PROBLEM TO SOLVE.
Filter these entries, keeping only lines that hold the word "eeeeee".

Data extracted from a collection.
⟨

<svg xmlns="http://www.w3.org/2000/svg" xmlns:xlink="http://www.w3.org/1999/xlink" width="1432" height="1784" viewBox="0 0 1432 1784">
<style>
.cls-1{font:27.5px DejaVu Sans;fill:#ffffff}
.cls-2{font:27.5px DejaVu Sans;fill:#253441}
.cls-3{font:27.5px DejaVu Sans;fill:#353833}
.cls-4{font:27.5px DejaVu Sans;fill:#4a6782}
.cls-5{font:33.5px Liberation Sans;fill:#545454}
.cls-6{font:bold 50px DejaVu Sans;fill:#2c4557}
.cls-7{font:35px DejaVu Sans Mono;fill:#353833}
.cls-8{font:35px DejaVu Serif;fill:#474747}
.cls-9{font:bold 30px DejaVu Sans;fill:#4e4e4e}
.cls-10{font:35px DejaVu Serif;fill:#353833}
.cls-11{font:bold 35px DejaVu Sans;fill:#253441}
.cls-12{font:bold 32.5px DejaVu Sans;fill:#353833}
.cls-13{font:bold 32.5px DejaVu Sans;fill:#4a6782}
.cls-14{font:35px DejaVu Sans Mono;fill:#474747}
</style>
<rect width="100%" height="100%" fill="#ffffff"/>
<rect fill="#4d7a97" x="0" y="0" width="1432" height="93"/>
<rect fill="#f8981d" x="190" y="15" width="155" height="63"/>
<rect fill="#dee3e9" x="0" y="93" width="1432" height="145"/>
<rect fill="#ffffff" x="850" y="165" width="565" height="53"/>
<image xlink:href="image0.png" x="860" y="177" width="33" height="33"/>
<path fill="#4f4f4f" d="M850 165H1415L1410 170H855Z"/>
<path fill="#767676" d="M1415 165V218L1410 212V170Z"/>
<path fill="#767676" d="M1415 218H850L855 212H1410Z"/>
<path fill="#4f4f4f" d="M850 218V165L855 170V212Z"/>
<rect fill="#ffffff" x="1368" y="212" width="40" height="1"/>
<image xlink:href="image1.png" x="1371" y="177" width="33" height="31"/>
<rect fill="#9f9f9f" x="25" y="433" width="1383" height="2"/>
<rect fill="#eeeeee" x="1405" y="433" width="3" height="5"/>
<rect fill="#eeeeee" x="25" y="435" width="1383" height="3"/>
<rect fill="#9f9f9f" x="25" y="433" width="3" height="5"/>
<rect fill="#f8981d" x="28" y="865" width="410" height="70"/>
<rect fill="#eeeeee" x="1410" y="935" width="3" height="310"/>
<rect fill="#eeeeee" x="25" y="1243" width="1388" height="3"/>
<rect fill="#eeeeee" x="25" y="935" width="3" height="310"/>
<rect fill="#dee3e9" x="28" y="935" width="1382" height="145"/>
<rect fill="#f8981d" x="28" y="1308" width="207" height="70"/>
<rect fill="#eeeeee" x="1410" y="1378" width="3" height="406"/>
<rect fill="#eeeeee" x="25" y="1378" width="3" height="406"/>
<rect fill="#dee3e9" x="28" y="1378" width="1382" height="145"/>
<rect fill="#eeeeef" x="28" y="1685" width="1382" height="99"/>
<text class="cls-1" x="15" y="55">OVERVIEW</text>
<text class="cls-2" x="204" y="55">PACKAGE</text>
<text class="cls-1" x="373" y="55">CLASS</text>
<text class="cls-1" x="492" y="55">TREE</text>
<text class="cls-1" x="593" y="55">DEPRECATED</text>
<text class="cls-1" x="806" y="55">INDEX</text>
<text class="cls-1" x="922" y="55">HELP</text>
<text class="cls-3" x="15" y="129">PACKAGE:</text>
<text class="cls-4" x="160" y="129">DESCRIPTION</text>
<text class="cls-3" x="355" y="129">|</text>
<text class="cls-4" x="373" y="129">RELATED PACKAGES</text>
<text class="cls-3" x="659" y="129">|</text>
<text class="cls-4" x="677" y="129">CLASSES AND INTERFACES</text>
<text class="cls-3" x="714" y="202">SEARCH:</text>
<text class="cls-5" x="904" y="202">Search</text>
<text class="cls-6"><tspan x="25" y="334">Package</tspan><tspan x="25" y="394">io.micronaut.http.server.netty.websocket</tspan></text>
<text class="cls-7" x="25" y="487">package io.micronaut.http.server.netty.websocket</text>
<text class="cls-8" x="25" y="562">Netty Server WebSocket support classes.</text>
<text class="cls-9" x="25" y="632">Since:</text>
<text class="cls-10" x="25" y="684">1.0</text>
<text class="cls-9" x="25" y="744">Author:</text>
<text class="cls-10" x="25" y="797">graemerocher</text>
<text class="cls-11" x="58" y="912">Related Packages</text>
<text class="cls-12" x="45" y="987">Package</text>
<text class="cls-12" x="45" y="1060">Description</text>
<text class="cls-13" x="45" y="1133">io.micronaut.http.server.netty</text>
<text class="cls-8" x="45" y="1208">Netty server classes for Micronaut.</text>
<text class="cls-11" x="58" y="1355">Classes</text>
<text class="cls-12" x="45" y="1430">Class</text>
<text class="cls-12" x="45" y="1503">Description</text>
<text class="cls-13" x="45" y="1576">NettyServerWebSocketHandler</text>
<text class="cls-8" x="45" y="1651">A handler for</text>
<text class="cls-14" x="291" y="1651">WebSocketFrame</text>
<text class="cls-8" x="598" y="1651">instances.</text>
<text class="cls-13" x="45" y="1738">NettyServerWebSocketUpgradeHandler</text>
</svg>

⟩

TASK OUTPUT.
<rect fill="#eeeeee" x="1405" y="433" width="3" height="5"/>
<rect fill="#eeeeee" x="25" y="435" width="1383" height="3"/>
<rect fill="#eeeeee" x="1410" y="935" width="3" height="310"/>
<rect fill="#eeeeee" x="25" y="1243" width="1388" height="3"/>
<rect fill="#eeeeee" x="25" y="935" width="3" height="310"/>
<rect fill="#eeeeee" x="1410" y="1378" width="3" height="406"/>
<rect fill="#eeeeee" x="25" y="1378" width="3" height="406"/>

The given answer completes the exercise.